C’è un’età in cui l’universo nostro si limita in lunghezza e larghezza alle pareti di una camera e in altezza al di sotto di un tavolo o al di sotto di una sedia. Ho la memoria viva e lucida di quel periodo della mia vita. Questa memoria contribuisce in me vecchio, a non invecchiare.

La casa di via dei Filippini è una casa che ho abitato dai due ai cinque anni. Mio contatto col mondo esterno era la finestra che dava sulla via. Devo molto a quella finestra che, essendo in un primo piano piuttosto basso, mi permetteva di veder bene e con una prospettiva insolita facce, persone e cose… un po’ dall’alto, ma non tanto che sfuggano i dettagli, per cui vien fatto di dire che in tal modo le cose si guardan dentro. Si acquista così una conoscenza che può giovare in seguito se vorrete parlare ed operare servendovi della forma delle cose.
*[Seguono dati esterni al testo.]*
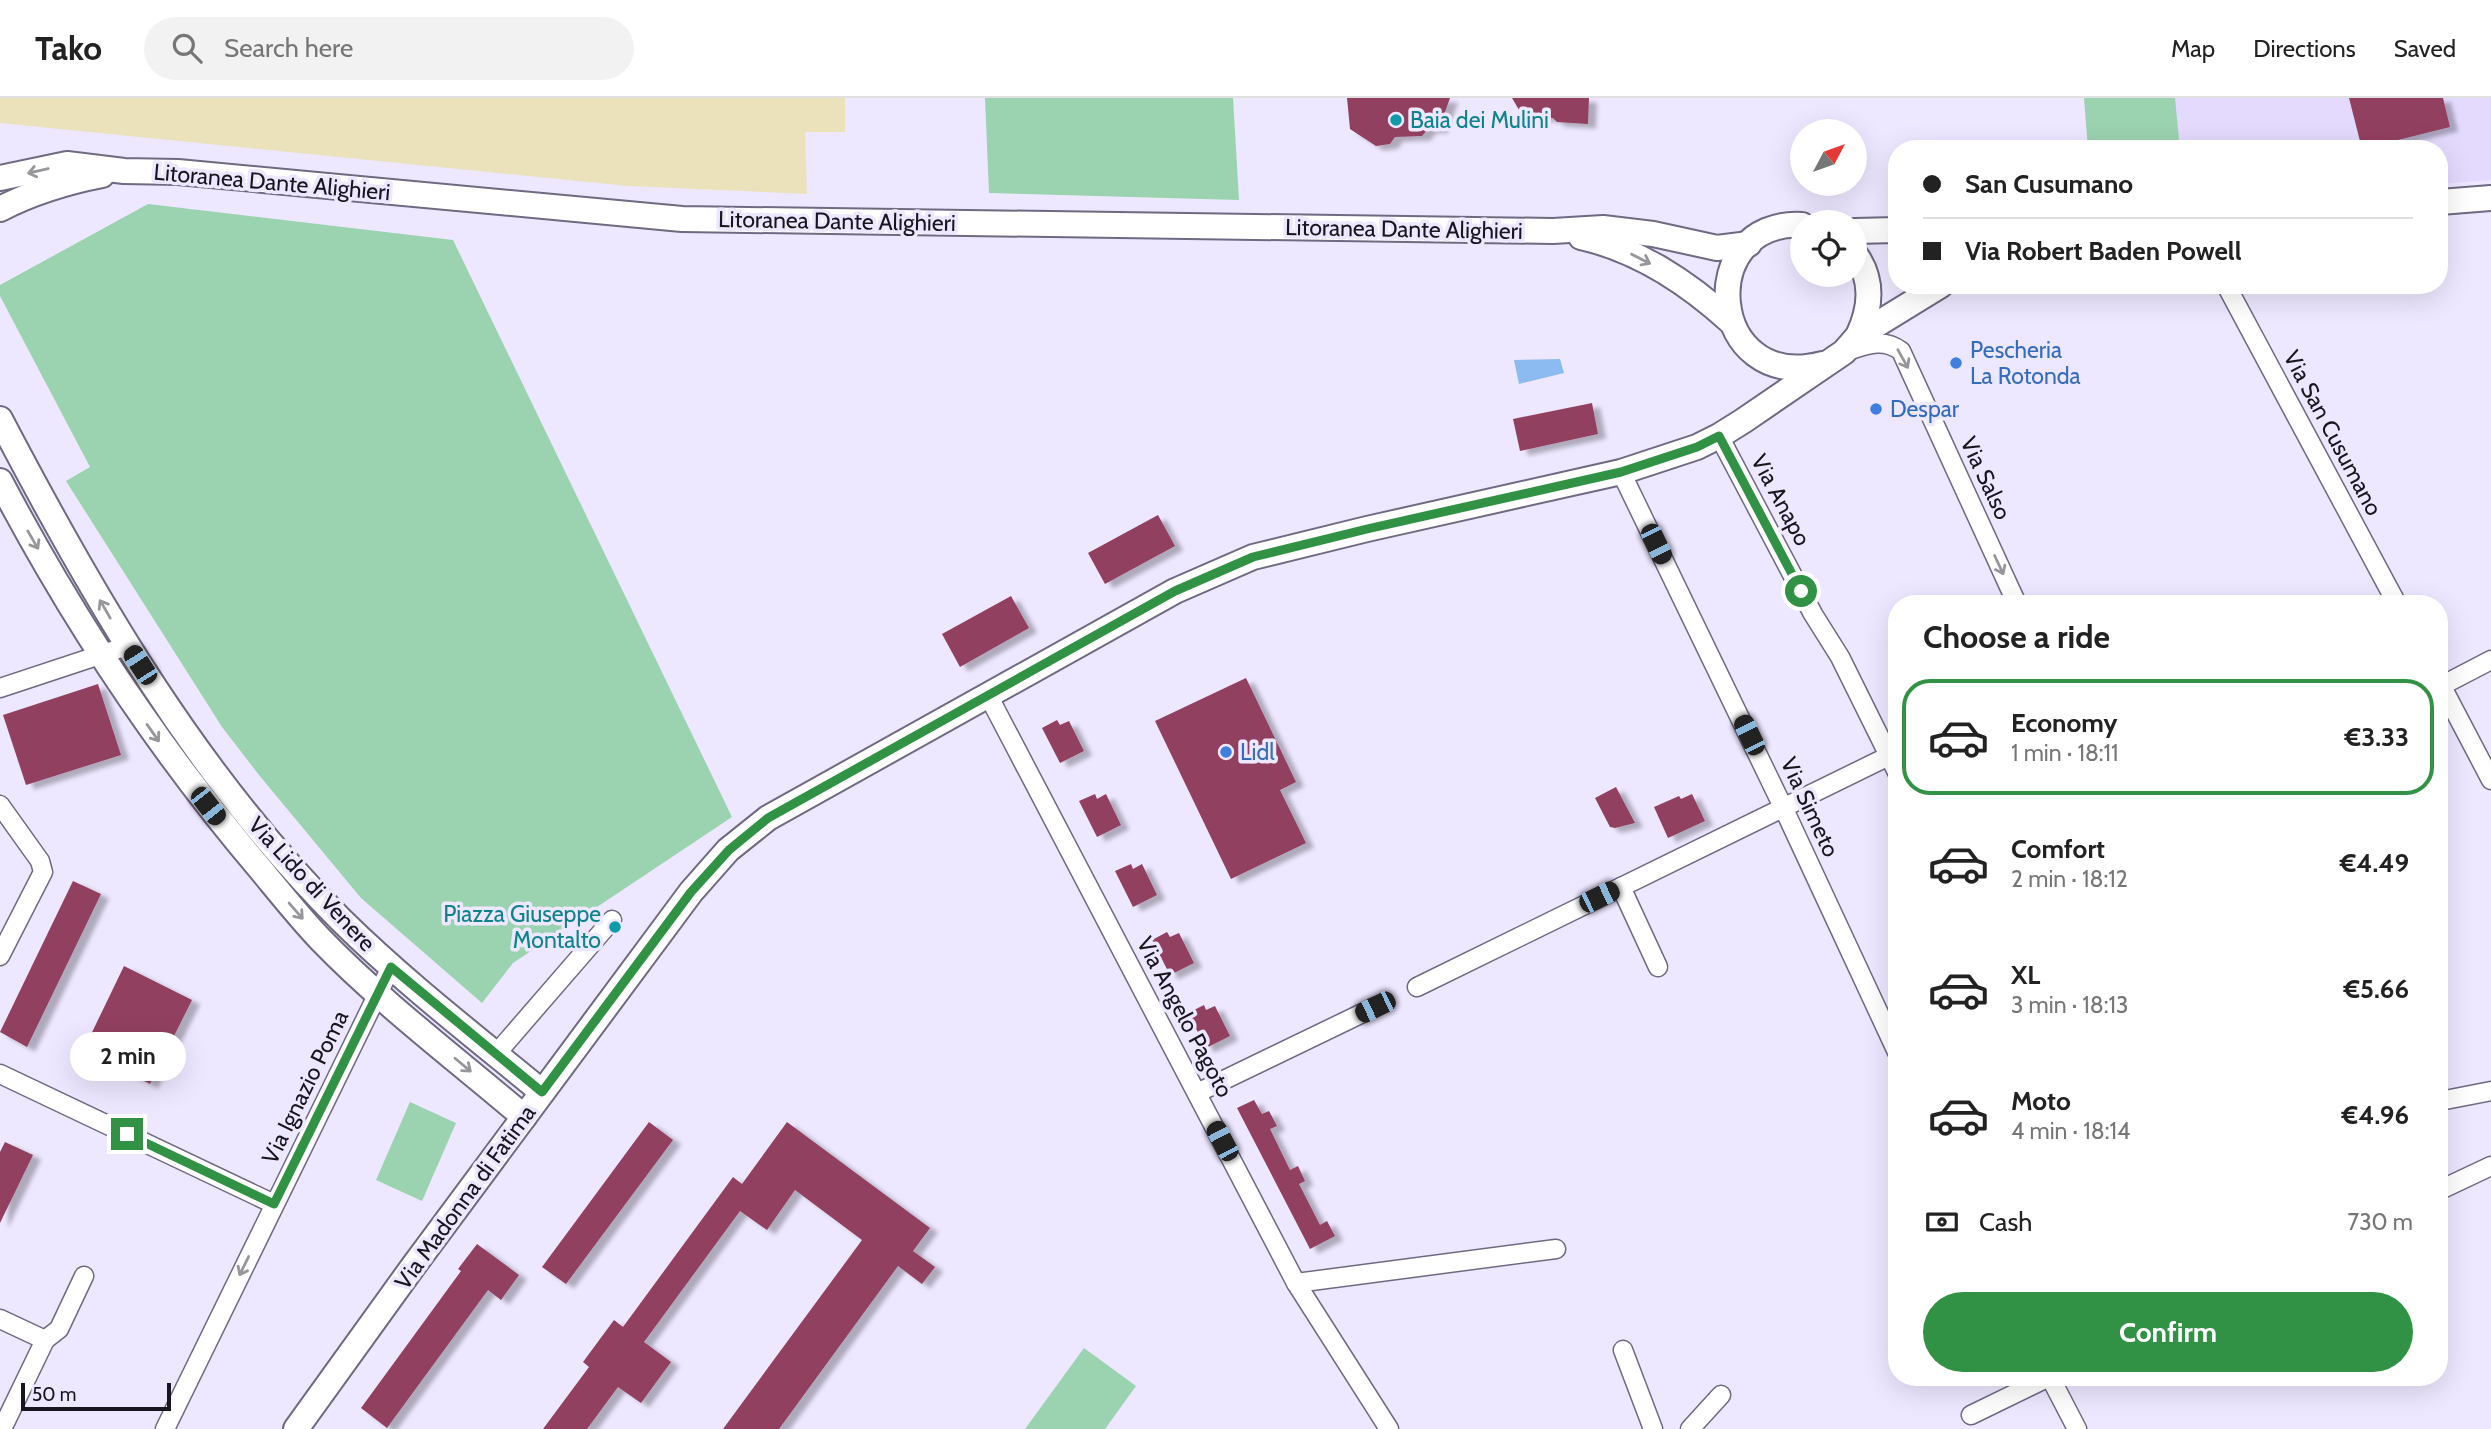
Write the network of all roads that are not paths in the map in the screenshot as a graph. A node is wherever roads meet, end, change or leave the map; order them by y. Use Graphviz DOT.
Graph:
graph roads {
  1 [pos="124,171"];
  2 [pos="0,178"];
  3 [pos="2491,198"];
  4 [pos="2448,201"];
  5 [pos="0,209"];
  6 [pos="1790,226"];
  7 [pos="1867,230"];
  8 [pos="1888,230"];
  9 [pos="1553,231"];
  10 [pos="1749,244"];
  11 [pos="1867,277"];
  12 [pos="1927,294"];
  13 [pos="2231,294"];
  14 [pos="1730,321"];
  15 [pos="1843,350"];
  16 [pos="1755,354"];
  17 [pos="0,419"];
  18 [pos="1743,421"];
  19 [pos="1719,436"];
  20 [pos="1621,472"];
  21 [pos="0,481"];
  22 [pos="8,513"];
  23 [pos="2013,595"];
  24 [pos="2392,595"];
  25 [pos="127,646"];
  26 [pos="101,655"];
  27 [pos="2491,660"];
  28 [pos="2448,681"];
  29 [pos="0,688"];
  30 [pos="988,695"];
  31 [pos="2448,700"];
  32 [pos="1888,749"];
  33 [pos="1888,763"];
  34 [pos="2491,780"];
  35 [pos="0,805"];
  36 [pos="1783,807"];
  37 [pos="1621,887"];
  38 [pos="612,920"];
  39 [pos="0,957"];
  40 [pos="391,967"];
  41 [pos="1658,967"];
  42 [pos="1416,987"];
  43 [pos="378,994"];
  44 [pos="1375,1007"];
  45 [pos="1888,1033"];
  46 [pos="496,1054"];
  47 [pos="0,1074"];
  48 [pos="542,1092"];
  49 [pos="1197,1093"];
  50 [pos="2482,1093"];
  51 [pos="2448,1099"];
  52 [pos="524,1116"];
  53 [pos="2491,1166"];
  54 [pos="2448,1187"];
  55 [pos="274,1204"];
  56 [pos="1556,1249"];
  57 [pos="84,1276"];
  58 [pos="1296,1283"];
  59 [pos="0,1319"];
  60 [pos="45,1340"];
  61 [pos="1623,1350"];
  62 [pos="2031,1386"];
  63 [pos="2055,1386"];
  64 [pos="1721,1395"];
  65 [pos="1970,1415"];
  66 [pos="2,1429"];
  67 [pos="165,1429"];
  68 [pos="296,1429"];
  69 [pos="1390,1429"];
  70 [pos="1653,1429"];
  71 [pos="1690,1429"];
  72 [pos="2077,1429"];
  1 -- 2 [label="street, one-way"];
  1 -- 5 [label="street"];
  1 -- 9 [label="street, Litoranea Dante Alighieri"];
  3 -- 4 [label="street"];
  6 -- 10 [label="street"];
  7 -- 8 [label="street"];
  9 -- 10 [label="street"];
  9 -- 14 [label="street, one-way"];
  10 -- 14 [label="street"];
  11 -- 15 [label="street"];
  12 -- 15 [label="street, Via Madonna di Fatima"];
  13 -- 24 [label="street, Via San Cusumano"];
  14 -- 16 [label="street"];
  15 -- 16 [label="street"];
  15 -- 18 [label="street, Via Madonna di Fatima"];
  15 -- 23 [label="street, Via Salso, one-way"];
  16 -- 18 [label="street"];
  25 -- 17 [label="street, Via Lido di Venere, one-way"];
  18 -- 19 [label="street, Via Madonna di Fatima"];
  19 -- 20 [label="street, Via Madonna di Fatima"];
  19 -- 32 [label="street, Via Anapo"];
  20 -- 30 [label="street, Via Madonna di Fatima"];
  20 -- 36 [label="street, Via Simeto"];
  21 -- 22 [label="street, Via Lido di Venere"];
  22 -- 26 [label="street, Via Lido di Venere, one-way"];
  25 -- 26 [label="street"];
  25 -- 40 [label="street, Via Lido di Venere"];
  26 -- 29 [label="street"];
  26 -- 43 [label="street, Via Lido di Venere, one-way"];
  27 -- 28 [label="street"];
  30 -- 48 [label="street, Via Madonna di Fatima"];
  30 -- 49 [label="street, Via Angelo Pagoto"];
  31 -- 34 [label="street"];
  33 -- 36 [label="street"];
  35 -- 39 [label="street"];
  36 -- 37 [label="street"];
  36 -- 45 [label="street, Via Simeto"];
  37 -- 41 [label="street"];
  37 -- 42 [label="street"];
  38 -- 46 [label="street"];
  40 -- 43 [label="street, Via Ignazio Poma"];
  40 -- 46 [label="street, Via Lido di Venere"];
  43 -- 52 [label="street, Via Lido di Venere, one-way"];
  43 -- 55 [label="street, Via Ignazio Poma"];
  44 -- 49 [label="street"];
  46 -- 48 [label="street, Via Lido di Venere"];
  47 -- 55 [label="street"];
  48 -- 52 [label="street, Via Madonna di Fatima"];
  49 -- 58 [label="street, Via Angelo Pagoto"];
  50 -- 51 [label="street"];
  52 -- 68 [label="street, Via Madonna di Fatima"];
  53 -- 54 [label="street"];
  55 -- 67 [label="street, Via Ignazio Poma, one-way"];
  56 -- 58 [label="street"];
  57 -- 60 [label="street"];
  58 -- 69 [label="street, Via Angelo Pagoto"];
  59 -- 60 [label="street"];
  60 -- 66 [label="street"];
  61 -- 70 [label="street"];
  62 -- 65 [label="street"];
  63 -- 72 [label="street"];
  64 -- 71 [label="street"];
}
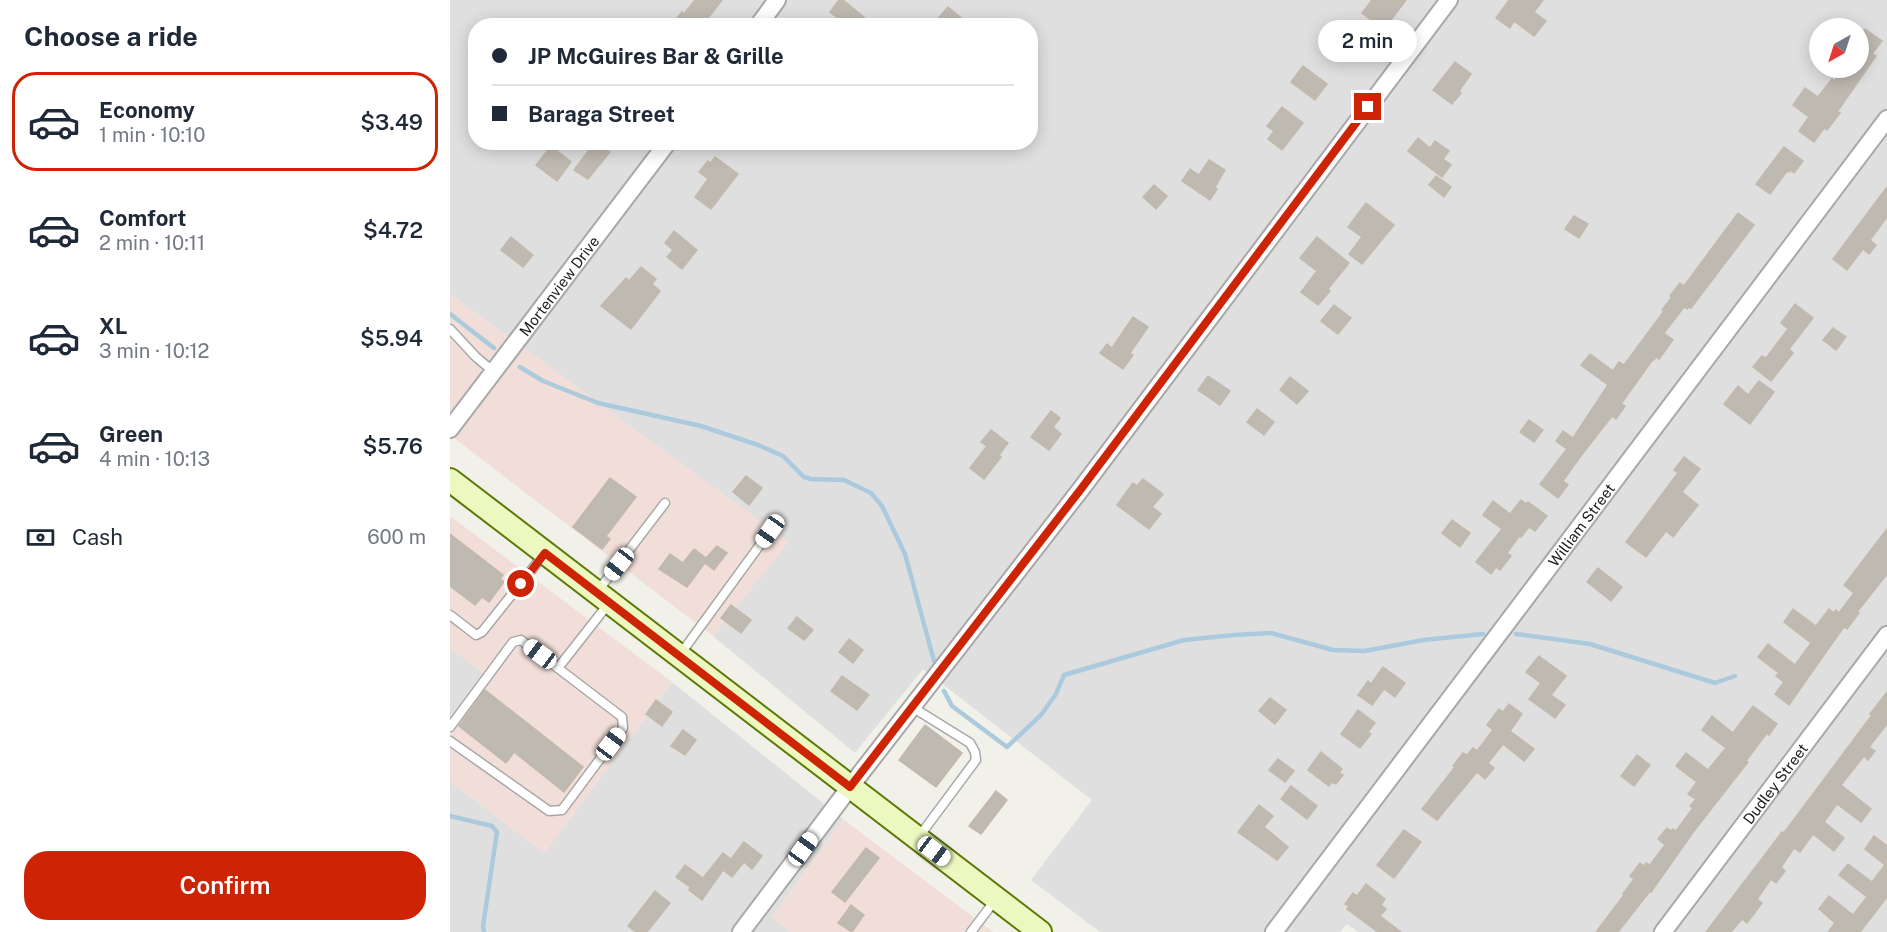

Allora Roma era traversata da animali e persone che venivano dalla campagna.

Le capre, nelle mattinate primaverili, per la vendita del latte. Era quasi abituale il passaggio di barrozze tratte da bovi bianchi dalle lunghe corna, più raro quello delle vetture a cavallo.

E da quella finestra io potevo vedere quegli animali dalla parte della groppa, il che suscitava tutto un complesso di impressioni, che mi inducevano ad osservazioni che non mi sarebbe stato dato di cogliere se io fossi stato a terra, di fianco o di fronte all’animale.

Quando io abbia cominciato a fare qualche sgorbio non saprei precisare. Ma tra i cinque e i sei anni l’animale prediletto, il cavallo, era già oggetto da parte mia di tentativi grafici, certo molto primitivi.
Un giorno mio padre aveva dato ordine di sgombrare la camera da letto per farla imbiancare di nuovo. Il pavimento, salvo una piccola parte, era completamente sgombro. Non ebbi esitanze, provvisto di un pezzo di gesso abbastanza grande, mi proposi di fare una cosa di eccezione: un cavallo che occupasse l’intiero pavimento. Debbo avere faticato parecchio, ora inginocchiato, ora carponi. Rammento perfettamente che cominciai dalle orecchie ad una estremità del pavimento e finii cogli zoccoli alla estremità opposta.
Non ho frequentato scuole, non ho avuto maestri, ma fin da ragazzo ho visto accanto a me gente che operava con strumenti e materie. Assistevo alla trasformazione che le materie subivano sotto quegli strumenti, e mi cimentavo ad operare imitando, desideroso di ottenere lo stesso risultato.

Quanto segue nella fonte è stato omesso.